Aim of the task
Among the entries below, how many lines have the string "paths" in them? Only the number should be given.
▬▬▬
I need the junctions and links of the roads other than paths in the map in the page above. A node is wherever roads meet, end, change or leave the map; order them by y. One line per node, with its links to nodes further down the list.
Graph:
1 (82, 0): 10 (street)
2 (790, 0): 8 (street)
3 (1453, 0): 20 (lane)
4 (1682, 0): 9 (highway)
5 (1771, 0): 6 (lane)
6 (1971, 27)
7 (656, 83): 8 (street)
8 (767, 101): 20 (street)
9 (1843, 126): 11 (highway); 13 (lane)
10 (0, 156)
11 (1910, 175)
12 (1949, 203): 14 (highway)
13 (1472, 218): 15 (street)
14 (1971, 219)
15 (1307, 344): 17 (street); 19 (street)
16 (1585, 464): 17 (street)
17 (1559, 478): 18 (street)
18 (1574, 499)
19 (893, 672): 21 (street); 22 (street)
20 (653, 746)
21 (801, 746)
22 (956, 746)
▬▬▬
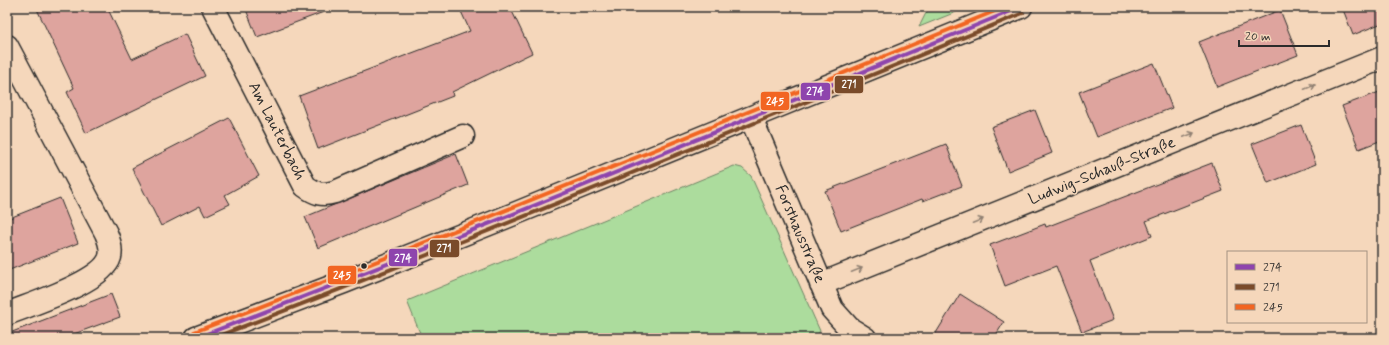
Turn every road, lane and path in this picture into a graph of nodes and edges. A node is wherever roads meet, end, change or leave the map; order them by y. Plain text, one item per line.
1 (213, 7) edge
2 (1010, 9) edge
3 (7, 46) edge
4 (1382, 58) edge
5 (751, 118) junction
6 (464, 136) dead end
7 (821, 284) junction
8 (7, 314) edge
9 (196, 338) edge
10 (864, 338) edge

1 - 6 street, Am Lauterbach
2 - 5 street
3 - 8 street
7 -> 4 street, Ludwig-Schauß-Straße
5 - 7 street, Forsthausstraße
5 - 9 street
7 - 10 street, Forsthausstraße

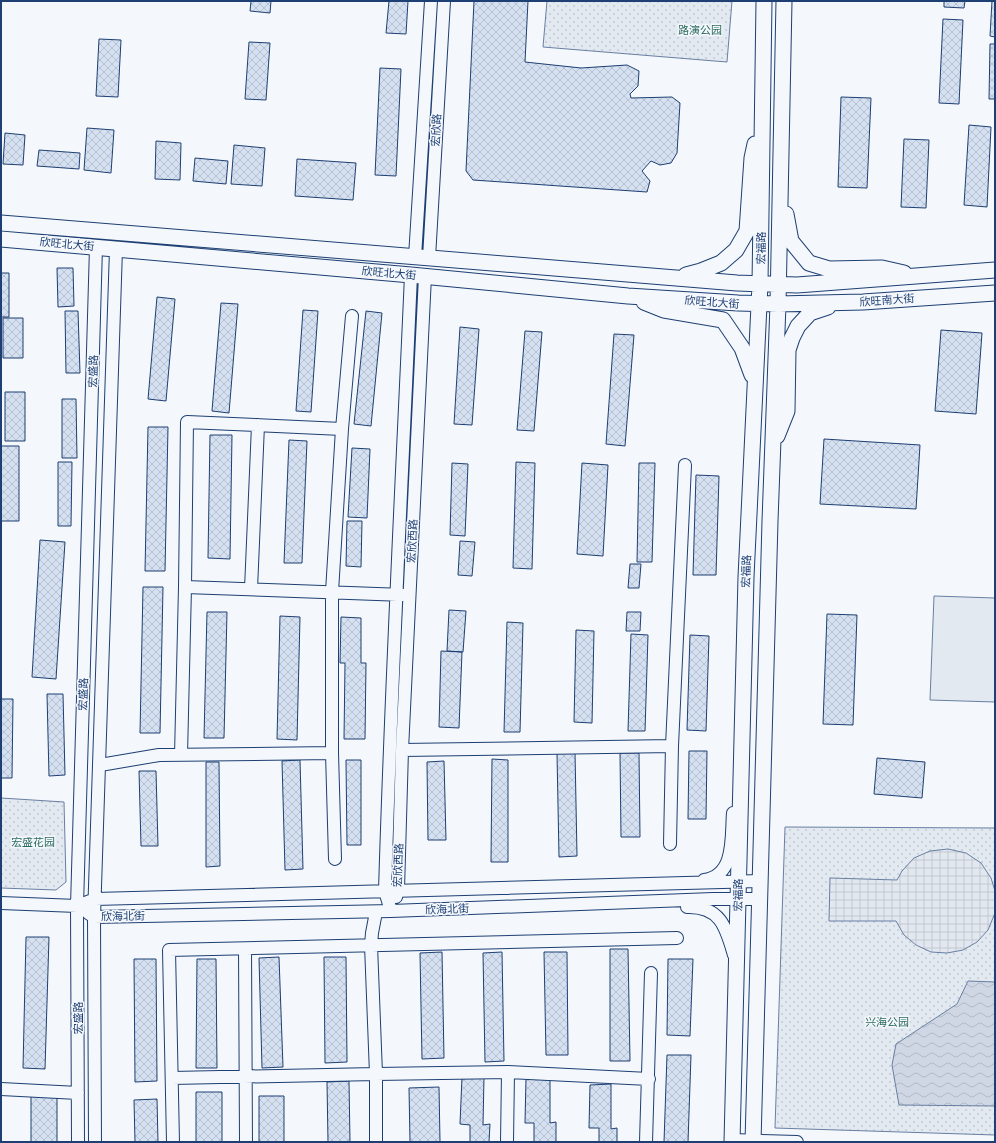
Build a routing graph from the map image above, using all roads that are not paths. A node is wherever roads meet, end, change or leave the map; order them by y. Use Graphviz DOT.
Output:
▬▬▬
Task answer
2